▶ [DIRECTIONS FOR THIS TASK]: Nothing but a number is wanted: the count of lines in the records below that include "Chancellor".

########################################

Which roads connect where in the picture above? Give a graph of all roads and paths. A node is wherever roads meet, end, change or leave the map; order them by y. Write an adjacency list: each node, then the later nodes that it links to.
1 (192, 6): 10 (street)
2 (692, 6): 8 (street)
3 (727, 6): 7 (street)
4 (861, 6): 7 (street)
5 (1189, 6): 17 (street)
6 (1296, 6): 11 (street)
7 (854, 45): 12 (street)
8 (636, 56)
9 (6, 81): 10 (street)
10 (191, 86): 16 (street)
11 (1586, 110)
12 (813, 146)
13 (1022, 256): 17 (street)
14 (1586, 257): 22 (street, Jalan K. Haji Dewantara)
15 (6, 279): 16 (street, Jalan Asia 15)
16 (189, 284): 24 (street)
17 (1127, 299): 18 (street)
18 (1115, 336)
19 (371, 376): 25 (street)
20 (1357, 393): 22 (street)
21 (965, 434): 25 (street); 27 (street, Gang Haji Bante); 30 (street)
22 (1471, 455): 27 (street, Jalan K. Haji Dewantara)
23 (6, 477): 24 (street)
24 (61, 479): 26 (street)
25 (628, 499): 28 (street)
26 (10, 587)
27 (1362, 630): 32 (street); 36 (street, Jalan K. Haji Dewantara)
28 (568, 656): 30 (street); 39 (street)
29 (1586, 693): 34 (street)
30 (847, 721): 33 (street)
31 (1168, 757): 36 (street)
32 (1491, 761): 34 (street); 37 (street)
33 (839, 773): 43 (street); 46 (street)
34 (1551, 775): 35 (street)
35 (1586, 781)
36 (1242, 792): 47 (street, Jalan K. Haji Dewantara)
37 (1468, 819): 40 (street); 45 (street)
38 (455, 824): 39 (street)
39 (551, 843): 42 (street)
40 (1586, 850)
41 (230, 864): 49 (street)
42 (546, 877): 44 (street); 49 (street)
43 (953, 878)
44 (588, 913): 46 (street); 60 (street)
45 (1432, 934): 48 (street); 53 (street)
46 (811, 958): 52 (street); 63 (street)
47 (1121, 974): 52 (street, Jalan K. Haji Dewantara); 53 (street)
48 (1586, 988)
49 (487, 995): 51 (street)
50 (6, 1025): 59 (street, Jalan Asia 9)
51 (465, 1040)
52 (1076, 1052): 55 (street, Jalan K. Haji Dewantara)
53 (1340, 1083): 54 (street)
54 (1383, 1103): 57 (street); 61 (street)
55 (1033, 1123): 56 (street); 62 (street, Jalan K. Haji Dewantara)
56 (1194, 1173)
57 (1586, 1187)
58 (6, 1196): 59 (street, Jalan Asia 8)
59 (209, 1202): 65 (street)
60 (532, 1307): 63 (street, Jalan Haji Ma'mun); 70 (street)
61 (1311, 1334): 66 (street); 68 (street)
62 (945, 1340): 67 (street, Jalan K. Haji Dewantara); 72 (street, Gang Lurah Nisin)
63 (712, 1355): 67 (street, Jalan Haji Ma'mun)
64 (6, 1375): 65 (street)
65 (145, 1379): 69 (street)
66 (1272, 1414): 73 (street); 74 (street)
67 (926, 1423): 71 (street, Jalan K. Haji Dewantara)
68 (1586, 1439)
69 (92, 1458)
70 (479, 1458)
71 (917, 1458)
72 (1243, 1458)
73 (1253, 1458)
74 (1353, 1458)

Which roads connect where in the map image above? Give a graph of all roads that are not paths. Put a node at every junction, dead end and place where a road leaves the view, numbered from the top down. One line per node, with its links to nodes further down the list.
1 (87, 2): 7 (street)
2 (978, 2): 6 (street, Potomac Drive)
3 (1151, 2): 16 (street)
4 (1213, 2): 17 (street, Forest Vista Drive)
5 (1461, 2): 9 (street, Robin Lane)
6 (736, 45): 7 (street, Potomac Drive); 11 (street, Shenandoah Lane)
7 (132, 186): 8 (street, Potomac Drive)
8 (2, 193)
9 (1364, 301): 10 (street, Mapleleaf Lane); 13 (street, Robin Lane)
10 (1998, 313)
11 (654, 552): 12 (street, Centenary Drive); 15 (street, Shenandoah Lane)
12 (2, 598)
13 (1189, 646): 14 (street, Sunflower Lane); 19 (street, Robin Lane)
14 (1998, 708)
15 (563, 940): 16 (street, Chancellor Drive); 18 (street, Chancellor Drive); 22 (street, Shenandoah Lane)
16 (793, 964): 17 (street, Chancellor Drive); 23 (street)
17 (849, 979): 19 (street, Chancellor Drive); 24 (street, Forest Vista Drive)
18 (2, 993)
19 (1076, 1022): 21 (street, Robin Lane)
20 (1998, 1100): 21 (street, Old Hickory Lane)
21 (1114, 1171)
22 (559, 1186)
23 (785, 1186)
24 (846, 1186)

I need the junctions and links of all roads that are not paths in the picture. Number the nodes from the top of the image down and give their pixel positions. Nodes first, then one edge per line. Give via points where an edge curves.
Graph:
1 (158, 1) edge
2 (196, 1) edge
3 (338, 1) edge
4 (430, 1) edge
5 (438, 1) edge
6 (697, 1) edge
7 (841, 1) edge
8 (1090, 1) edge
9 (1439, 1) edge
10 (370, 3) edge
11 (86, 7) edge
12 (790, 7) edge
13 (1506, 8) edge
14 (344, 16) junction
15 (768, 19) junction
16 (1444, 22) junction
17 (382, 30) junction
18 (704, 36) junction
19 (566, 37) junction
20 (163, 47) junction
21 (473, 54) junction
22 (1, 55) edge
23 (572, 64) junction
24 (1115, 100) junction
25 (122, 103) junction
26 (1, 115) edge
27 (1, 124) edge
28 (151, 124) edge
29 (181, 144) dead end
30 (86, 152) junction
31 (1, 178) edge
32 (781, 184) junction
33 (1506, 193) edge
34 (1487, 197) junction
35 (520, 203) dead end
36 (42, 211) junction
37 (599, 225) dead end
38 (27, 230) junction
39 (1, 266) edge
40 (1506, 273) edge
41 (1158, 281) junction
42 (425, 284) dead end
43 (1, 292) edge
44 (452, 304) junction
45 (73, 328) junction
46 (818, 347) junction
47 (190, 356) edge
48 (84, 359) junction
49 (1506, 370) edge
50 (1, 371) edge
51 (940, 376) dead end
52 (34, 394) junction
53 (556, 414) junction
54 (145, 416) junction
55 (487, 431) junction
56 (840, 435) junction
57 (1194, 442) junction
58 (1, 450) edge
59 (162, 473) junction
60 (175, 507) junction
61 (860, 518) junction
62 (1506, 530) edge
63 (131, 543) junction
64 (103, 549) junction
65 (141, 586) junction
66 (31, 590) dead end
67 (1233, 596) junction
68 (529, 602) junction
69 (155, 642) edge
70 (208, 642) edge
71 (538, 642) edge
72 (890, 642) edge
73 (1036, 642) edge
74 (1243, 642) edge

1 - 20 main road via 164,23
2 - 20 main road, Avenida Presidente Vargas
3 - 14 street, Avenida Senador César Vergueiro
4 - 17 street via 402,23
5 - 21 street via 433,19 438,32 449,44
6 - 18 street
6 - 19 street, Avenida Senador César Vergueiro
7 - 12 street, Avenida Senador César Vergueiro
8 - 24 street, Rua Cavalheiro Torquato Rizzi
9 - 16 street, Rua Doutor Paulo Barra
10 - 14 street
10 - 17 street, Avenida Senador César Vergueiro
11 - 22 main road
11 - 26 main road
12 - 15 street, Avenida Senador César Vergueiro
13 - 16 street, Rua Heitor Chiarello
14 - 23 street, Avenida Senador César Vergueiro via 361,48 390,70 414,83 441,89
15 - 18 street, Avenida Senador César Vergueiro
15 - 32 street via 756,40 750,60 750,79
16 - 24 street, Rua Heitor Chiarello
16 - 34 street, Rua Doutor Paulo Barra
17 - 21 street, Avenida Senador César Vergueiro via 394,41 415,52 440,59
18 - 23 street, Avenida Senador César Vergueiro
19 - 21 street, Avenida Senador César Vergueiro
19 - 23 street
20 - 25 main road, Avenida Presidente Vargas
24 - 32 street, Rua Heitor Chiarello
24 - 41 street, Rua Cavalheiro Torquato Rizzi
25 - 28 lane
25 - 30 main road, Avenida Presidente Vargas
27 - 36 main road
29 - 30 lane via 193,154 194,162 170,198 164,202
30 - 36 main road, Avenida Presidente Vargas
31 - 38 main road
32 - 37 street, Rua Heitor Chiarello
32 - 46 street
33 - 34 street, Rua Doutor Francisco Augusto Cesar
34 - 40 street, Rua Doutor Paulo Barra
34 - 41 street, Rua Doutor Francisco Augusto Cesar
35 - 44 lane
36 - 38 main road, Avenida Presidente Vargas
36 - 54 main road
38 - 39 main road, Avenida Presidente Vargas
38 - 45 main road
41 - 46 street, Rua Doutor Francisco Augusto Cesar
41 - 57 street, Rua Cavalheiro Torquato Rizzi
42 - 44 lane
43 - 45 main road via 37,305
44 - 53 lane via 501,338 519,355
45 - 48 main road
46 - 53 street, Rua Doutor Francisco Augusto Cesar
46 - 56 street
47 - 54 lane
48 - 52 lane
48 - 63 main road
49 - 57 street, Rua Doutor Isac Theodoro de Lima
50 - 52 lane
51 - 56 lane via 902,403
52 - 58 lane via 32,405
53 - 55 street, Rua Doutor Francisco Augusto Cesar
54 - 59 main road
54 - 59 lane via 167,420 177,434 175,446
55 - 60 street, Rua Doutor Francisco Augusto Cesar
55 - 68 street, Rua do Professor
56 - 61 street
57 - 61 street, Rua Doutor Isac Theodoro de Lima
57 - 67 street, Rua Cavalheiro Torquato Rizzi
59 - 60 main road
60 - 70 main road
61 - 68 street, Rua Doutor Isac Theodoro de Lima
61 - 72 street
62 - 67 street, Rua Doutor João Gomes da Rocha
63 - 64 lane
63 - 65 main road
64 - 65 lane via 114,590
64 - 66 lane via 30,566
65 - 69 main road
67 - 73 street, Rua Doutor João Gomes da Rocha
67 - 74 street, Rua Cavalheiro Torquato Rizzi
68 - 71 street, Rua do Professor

########################################

▶ [WRITTEN ANSWER]: 3